↓↓↓

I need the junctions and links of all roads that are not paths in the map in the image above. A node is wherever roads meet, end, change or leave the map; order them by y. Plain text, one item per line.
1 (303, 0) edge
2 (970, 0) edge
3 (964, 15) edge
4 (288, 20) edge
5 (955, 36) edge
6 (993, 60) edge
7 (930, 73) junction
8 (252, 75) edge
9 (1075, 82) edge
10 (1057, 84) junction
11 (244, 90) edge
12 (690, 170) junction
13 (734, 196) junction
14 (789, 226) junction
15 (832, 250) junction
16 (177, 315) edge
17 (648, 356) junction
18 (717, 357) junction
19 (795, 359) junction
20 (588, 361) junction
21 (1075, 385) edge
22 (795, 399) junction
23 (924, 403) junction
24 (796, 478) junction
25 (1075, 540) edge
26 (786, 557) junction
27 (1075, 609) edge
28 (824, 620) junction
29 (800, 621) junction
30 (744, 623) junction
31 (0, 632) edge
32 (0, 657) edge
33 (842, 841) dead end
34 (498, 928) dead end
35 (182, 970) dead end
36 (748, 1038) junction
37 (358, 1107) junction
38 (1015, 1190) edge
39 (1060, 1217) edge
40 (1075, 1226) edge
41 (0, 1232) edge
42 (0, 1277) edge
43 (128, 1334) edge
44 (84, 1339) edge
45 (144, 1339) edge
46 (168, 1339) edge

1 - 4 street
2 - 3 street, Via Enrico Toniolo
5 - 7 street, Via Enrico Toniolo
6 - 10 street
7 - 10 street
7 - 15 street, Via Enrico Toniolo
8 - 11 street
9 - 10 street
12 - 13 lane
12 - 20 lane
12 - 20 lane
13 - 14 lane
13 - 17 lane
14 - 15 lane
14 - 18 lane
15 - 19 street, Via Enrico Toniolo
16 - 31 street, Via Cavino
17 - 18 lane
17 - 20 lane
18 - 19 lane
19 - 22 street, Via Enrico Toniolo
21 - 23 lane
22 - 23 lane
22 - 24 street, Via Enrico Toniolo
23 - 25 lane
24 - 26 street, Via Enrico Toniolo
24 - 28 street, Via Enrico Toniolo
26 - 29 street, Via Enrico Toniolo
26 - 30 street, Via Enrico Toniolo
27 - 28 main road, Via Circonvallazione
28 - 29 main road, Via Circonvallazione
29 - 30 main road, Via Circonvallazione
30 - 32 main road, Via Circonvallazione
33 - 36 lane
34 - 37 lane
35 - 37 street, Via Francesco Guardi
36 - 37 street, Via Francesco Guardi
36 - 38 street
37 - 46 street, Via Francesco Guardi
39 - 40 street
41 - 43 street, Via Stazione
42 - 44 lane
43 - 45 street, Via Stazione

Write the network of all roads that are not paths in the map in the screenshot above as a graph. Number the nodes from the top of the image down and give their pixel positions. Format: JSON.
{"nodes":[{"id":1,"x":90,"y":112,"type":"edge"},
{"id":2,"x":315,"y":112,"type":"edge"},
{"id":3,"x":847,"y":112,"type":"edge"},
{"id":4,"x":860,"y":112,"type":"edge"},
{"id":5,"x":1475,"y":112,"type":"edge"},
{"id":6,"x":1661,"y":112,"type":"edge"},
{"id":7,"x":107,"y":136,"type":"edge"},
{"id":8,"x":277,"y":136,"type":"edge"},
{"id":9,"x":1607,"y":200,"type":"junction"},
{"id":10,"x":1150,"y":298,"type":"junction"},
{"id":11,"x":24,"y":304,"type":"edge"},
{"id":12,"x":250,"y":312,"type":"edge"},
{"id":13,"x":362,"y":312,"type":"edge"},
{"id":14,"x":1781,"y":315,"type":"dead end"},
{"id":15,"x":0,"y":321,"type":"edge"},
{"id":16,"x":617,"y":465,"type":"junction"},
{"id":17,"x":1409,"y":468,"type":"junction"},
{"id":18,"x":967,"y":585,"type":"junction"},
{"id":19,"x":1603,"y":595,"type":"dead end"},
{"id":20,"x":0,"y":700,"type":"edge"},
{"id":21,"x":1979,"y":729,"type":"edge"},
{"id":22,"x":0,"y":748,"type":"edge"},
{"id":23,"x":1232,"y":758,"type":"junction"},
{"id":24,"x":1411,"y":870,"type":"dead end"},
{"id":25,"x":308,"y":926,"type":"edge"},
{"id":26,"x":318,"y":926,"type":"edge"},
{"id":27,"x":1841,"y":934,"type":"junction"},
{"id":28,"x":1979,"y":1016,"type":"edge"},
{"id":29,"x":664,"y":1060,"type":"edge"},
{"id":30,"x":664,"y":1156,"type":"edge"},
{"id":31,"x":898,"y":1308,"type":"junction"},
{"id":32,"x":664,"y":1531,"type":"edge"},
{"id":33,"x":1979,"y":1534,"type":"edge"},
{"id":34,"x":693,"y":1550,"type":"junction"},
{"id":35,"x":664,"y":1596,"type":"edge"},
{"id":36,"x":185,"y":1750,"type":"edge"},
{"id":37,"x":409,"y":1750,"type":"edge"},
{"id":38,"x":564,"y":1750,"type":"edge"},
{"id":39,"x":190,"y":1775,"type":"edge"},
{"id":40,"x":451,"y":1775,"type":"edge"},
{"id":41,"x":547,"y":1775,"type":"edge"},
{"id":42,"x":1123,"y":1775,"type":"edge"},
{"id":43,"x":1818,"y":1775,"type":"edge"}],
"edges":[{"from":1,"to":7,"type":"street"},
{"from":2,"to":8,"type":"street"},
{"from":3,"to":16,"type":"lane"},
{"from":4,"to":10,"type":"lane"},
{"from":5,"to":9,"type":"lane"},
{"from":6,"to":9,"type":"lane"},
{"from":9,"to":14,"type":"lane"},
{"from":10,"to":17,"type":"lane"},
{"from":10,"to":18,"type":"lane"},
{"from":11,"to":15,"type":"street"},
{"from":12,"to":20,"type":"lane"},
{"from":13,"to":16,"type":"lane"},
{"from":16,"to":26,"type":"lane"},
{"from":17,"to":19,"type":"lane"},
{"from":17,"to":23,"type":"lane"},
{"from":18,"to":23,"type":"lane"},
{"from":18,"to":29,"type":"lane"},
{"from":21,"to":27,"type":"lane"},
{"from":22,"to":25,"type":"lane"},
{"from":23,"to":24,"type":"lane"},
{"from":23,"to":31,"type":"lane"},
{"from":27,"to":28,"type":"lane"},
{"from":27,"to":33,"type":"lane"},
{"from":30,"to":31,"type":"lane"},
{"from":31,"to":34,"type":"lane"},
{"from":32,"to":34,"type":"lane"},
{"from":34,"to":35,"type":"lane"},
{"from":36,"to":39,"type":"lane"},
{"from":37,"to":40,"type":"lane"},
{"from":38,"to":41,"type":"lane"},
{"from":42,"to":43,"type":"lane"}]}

↑↑↑

Return all lines of the data in which the string "Toniolo" appears.

RESPONSE TO THE TASK:
2 - 3 street, Via Enrico Toniolo
5 - 7 street, Via Enrico Toniolo
7 - 15 street, Via Enrico Toniolo
15 - 19 street, Via Enrico Toniolo
19 - 22 street, Via Enrico Toniolo
22 - 24 street, Via Enrico Toniolo
24 - 26 street, Via Enrico Toniolo
24 - 28 street, Via Enrico Toniolo
26 - 29 street, Via Enrico Toniolo
26 - 30 street, Via Enrico Toniolo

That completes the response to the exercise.